Extracted material

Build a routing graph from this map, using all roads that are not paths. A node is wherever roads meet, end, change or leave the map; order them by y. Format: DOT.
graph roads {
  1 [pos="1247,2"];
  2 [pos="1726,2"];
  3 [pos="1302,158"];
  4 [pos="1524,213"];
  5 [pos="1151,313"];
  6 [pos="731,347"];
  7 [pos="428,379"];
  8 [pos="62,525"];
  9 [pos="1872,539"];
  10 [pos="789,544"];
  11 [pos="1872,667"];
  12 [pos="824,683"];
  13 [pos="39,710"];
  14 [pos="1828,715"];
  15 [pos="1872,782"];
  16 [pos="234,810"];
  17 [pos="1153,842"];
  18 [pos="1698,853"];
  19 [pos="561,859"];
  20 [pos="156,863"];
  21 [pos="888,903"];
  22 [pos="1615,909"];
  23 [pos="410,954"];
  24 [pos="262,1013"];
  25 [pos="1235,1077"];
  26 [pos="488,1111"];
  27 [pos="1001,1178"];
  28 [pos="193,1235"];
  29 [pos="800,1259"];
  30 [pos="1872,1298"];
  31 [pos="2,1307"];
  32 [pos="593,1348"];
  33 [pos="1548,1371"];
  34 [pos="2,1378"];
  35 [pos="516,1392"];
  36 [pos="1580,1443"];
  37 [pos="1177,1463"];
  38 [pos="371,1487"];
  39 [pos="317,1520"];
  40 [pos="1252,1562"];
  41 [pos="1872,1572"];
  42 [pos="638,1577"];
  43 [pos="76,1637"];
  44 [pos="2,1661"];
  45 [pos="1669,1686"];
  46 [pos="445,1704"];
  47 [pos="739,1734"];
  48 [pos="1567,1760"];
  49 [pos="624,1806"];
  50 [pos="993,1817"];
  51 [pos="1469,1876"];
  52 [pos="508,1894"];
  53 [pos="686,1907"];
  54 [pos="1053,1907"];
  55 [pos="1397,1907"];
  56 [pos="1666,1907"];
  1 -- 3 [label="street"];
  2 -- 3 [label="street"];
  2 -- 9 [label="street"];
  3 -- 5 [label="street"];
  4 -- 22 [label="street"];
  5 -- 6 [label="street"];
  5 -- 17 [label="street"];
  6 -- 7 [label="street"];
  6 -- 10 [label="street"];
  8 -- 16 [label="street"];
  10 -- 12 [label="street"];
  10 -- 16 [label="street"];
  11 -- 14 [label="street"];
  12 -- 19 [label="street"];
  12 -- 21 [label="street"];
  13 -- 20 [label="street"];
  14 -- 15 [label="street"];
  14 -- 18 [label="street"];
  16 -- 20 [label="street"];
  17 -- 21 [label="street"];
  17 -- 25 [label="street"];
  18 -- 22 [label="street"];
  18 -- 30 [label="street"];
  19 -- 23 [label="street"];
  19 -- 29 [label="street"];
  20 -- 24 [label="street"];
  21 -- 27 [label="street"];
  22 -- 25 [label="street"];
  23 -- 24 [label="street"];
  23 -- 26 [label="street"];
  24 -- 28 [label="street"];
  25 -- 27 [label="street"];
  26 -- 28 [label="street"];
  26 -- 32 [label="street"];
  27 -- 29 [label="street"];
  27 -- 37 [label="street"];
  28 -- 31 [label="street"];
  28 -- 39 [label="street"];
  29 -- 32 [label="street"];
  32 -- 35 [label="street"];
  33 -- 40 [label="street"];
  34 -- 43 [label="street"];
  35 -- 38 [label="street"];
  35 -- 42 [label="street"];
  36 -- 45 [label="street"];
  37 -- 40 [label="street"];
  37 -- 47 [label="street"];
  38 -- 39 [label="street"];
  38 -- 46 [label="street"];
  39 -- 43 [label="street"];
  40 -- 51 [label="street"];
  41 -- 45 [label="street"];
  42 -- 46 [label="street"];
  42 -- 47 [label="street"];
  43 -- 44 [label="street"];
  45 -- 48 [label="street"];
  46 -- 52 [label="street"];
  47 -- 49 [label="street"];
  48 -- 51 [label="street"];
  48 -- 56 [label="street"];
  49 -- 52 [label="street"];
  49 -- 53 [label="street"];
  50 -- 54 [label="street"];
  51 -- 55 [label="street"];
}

Work to complete
From the entries above, copy out every line where the string "roads" appears.

Response to this task
Build a routing graph from this map, using all roads that are not paths. A node is wherever roads meet, end, change or leave the map; order them by y. Format: DOT.
graph roads {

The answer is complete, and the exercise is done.